(Beginning of AVAILABLE DATA)

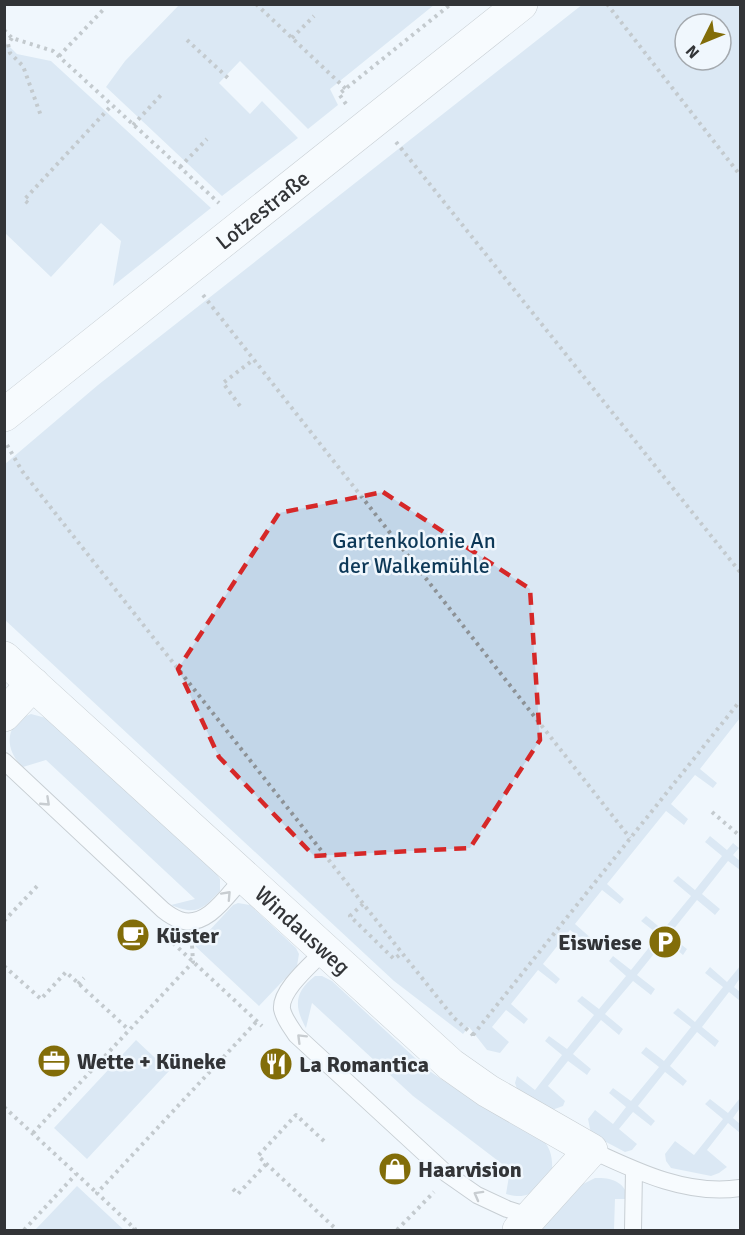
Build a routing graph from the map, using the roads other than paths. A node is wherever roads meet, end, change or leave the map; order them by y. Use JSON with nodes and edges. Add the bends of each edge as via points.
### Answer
{"nodes":[{"id":1,"x":521,"y":4,"type":"edge"},
{"id":2,"x":4,"y":415,"type":"edge"},
{"id":3,"x":4,"y":658,"type":"edge"},
{"id":4,"x":33,"y":684,"type":"junction"},
{"id":5,"x":4,"y":715,"type":"edge"},
{"id":6,"x":4,"y":761,"type":"edge"},
{"id":7,"x":244,"y":877,"type":"junction"},
{"id":8,"x":324,"y":951,"type":"junction"},
{"id":9,"x":591,"y":1150,"type":"junction"},
{"id":10,"x":634,"y":1170,"type":"junction"},
{"id":11,"x":741,"y":1188,"type":"edge"},
{"id":12,"x":525,"y":1224,"type":"edge"},
{"id":13,"x":633,"y":1230,"type":"edge"}],
"edges":[{"from":1,"to":2,"type":"street","name":"Lotzestraße"},
{"from":3,"to":4,"type":"street","name":"Windausweg"},
{"from":4,"to":5,"type":"street"},
{"from":4,"to":7,"type":"street","name":"Windausweg"},
{"from":6,"to":7,"type":"lane","one_way":true,"via":[[178,920],[199,921],[207,916]]},
{"from":7,"to":8,"type":"street","name":"Windausweg"},
{"from":8,"to":9,"type":"street","name":"Windausweg","via":[[451,1065],[488,1091]]},
{"from":12,"to":8,"type":"lane","one_way":true,"via":[[447,1174],[296,1035],[282,1008],[287,991]]},
{"from":9,"to":10,"type":"lane","name":"Windausweg"},
{"from":9,"to":12,"type":"street"},
{"from":10,"to":11,"type":"lane","name":"Windausweg","via":[[681,1186],[724,1191]]},
{"from":10,"to":13,"type":"lane"}]}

(End of AVAILABLE DATA)

Starting at the first entry above and ending at the last, write everything out exactly except the pictures.

Build a routing graph from the map, using the roads other than paths. A node is wherever roads meet, end, change or leave the map; order them by y. Use JSON with nodes and edges. Add the bends of each edge as via points.
### Answer
{"nodes":[{"id":1,"x":521,"y":4,"type":"edge"},
{"id":2,"x":4,"y":415,"type":"edge"},
{"id":3,"x":4,"y":658,"type":"edge"},
{"id":4,"x":33,"y":684,"type":"junction"},
{"id":5,"x":4,"y":715,"type":"edge"},
{"id":6,"x":4,"y":761,"type":"edge"},
{"id":7,"x":244,"y":877,"type":"junction"},
{"id":8,"x":324,"y":951,"type":"junction"},
{"id":9,"x":591,"y":1150,"type":"junction"},
{"id":10,"x":634,"y":1170,"type":"junction"},
{"id":11,"x":741,"y":1188,"type":"edge"},
{"id":12,"x":525,"y":1224,"type":"edge"},
{"id":13,"x":633,"y":1230,"type":"edge"}],
"edges":[{"from":1,"to":2,"type":"street","name":"Lotzestraße"},
{"from":3,"to":4,"type":"street","name":"Windausweg"},
{"from":4,"to":5,"type":"street"},
{"from":4,"to":7,"type":"street","name":"Windausweg"},
{"from":6,"to":7,"type":"lane","one_way":true,"via":[[178,920],[199,921],[207,916]]},
{"from":7,"to":8,"type":"street","name":"Windausweg"},
{"from":8,"to":9,"type":"street","name":"Windausweg","via":[[451,1065],[488,1091]]},
{"from":12,"to":8,"type":"lane","one_way":true,"via":[[447,1174],[296,1035],[282,1008],[287,991]]},
{"from":9,"to":10,"type":"lane","name":"Windausweg"},
{"from":9,"to":12,"type":"street"},
{"from":10,"to":11,"type":"lane","name":"Windausweg","via":[[681,1186],[724,1191]]},
{"from":10,"to":13,"type":"lane"}]}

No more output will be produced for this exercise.